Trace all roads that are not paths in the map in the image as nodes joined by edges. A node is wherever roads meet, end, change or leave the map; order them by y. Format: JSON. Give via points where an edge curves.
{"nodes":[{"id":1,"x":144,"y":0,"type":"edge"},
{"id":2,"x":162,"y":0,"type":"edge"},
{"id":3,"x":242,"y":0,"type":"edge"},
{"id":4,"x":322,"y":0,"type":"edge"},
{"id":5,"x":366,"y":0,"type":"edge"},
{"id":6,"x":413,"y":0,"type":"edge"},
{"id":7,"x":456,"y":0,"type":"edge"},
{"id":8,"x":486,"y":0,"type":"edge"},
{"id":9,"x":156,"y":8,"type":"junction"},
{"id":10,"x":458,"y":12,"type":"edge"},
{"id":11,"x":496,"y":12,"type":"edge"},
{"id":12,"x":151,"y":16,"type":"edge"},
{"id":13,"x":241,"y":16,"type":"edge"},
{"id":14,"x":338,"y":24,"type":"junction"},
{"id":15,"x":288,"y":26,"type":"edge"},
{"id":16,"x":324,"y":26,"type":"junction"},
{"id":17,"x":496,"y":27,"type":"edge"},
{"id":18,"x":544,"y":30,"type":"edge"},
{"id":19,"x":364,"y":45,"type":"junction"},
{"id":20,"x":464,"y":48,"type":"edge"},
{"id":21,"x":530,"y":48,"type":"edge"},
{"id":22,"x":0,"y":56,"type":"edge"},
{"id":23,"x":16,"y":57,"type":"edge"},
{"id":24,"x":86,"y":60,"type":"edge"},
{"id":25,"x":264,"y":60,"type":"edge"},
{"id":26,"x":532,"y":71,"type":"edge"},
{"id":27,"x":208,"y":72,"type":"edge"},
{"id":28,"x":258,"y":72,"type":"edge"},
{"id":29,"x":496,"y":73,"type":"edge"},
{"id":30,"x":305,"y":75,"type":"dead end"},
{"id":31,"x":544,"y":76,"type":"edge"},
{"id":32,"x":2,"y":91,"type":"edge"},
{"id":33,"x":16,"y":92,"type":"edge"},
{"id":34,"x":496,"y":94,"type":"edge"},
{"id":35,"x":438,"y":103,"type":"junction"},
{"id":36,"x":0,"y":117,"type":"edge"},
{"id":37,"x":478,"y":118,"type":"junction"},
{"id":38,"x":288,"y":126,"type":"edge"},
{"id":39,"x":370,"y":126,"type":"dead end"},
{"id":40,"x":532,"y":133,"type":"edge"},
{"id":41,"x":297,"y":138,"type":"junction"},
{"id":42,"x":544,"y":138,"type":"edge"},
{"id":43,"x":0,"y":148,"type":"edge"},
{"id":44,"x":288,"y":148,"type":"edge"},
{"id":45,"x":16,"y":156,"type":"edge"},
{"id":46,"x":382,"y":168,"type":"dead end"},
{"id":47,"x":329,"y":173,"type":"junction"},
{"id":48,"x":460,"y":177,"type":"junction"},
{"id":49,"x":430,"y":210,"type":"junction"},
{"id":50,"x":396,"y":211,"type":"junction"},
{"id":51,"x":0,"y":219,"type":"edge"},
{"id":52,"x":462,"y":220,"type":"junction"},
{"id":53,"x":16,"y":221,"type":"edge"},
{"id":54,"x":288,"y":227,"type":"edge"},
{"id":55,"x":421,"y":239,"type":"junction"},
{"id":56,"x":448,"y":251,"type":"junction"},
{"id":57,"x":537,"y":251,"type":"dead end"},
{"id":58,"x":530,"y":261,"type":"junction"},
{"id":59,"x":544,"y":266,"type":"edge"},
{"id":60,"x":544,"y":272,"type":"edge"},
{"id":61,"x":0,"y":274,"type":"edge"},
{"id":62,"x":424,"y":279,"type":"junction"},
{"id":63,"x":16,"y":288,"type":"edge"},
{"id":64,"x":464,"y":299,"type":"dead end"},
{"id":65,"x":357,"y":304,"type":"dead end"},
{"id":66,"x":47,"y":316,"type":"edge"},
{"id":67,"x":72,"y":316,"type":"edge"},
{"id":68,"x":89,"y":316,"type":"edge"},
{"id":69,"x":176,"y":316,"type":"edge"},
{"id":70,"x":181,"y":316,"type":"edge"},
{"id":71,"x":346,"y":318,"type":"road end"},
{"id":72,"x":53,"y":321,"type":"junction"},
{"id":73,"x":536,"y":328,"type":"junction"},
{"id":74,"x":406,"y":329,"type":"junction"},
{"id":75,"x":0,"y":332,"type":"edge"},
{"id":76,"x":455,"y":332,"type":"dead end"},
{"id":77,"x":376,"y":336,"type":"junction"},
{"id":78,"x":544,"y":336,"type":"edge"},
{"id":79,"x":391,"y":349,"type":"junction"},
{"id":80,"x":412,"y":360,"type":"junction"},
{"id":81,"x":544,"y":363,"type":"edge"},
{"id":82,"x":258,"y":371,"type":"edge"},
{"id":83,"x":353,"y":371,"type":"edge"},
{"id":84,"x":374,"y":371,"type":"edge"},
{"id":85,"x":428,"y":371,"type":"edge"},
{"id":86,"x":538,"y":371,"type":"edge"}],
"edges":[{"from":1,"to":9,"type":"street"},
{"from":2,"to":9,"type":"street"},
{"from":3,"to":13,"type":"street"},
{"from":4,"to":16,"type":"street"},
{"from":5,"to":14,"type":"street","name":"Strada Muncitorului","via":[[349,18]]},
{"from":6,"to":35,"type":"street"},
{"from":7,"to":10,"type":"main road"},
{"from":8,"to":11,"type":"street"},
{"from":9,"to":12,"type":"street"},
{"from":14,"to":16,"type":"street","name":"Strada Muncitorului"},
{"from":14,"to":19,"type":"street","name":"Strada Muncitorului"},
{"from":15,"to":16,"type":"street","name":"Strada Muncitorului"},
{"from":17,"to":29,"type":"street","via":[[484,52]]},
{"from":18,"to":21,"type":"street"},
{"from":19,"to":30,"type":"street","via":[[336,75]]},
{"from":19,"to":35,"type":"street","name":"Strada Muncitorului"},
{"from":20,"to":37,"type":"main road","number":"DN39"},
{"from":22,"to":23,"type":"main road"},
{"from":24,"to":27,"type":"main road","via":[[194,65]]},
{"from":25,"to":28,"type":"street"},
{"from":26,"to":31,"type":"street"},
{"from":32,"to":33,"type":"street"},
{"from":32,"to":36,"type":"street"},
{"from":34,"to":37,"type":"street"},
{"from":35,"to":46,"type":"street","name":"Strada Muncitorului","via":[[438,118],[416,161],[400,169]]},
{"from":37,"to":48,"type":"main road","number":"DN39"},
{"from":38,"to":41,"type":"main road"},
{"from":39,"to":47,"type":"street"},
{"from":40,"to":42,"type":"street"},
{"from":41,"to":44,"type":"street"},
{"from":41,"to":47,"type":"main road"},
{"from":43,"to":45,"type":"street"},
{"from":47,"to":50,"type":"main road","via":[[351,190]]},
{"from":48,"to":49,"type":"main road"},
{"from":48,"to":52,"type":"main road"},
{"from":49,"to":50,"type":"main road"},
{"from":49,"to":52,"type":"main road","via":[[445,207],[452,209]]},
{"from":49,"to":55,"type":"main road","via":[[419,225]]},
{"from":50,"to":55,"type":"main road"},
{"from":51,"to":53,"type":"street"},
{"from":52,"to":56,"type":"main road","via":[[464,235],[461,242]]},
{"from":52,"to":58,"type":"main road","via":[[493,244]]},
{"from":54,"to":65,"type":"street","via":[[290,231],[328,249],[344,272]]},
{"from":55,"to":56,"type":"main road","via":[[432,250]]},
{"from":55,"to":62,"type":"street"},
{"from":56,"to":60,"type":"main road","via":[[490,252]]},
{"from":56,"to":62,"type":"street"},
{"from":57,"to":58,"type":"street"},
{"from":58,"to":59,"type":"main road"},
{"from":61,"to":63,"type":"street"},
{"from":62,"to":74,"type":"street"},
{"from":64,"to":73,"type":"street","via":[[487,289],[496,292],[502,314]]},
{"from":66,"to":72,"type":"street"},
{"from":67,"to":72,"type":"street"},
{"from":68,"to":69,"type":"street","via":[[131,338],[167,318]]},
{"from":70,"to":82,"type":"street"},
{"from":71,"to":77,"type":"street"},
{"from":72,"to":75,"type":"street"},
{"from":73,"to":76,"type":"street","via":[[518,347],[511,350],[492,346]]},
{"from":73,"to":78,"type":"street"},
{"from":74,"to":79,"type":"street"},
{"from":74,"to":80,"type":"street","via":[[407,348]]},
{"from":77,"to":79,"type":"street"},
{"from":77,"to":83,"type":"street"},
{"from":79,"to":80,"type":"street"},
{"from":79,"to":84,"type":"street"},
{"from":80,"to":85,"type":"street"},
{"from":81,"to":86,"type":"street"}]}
===
In the material above, find every line with the word "nodes" and show it.

Trace all roads that are not paths in the map in the image as nodes joined by edges. A node is wherever roads meet, end, change or leave the map; order them by y. Format: JSON. Give via points where an edge curves.
{"nodes":[{"id":1,"x":144,"y":0,"type":"edge"},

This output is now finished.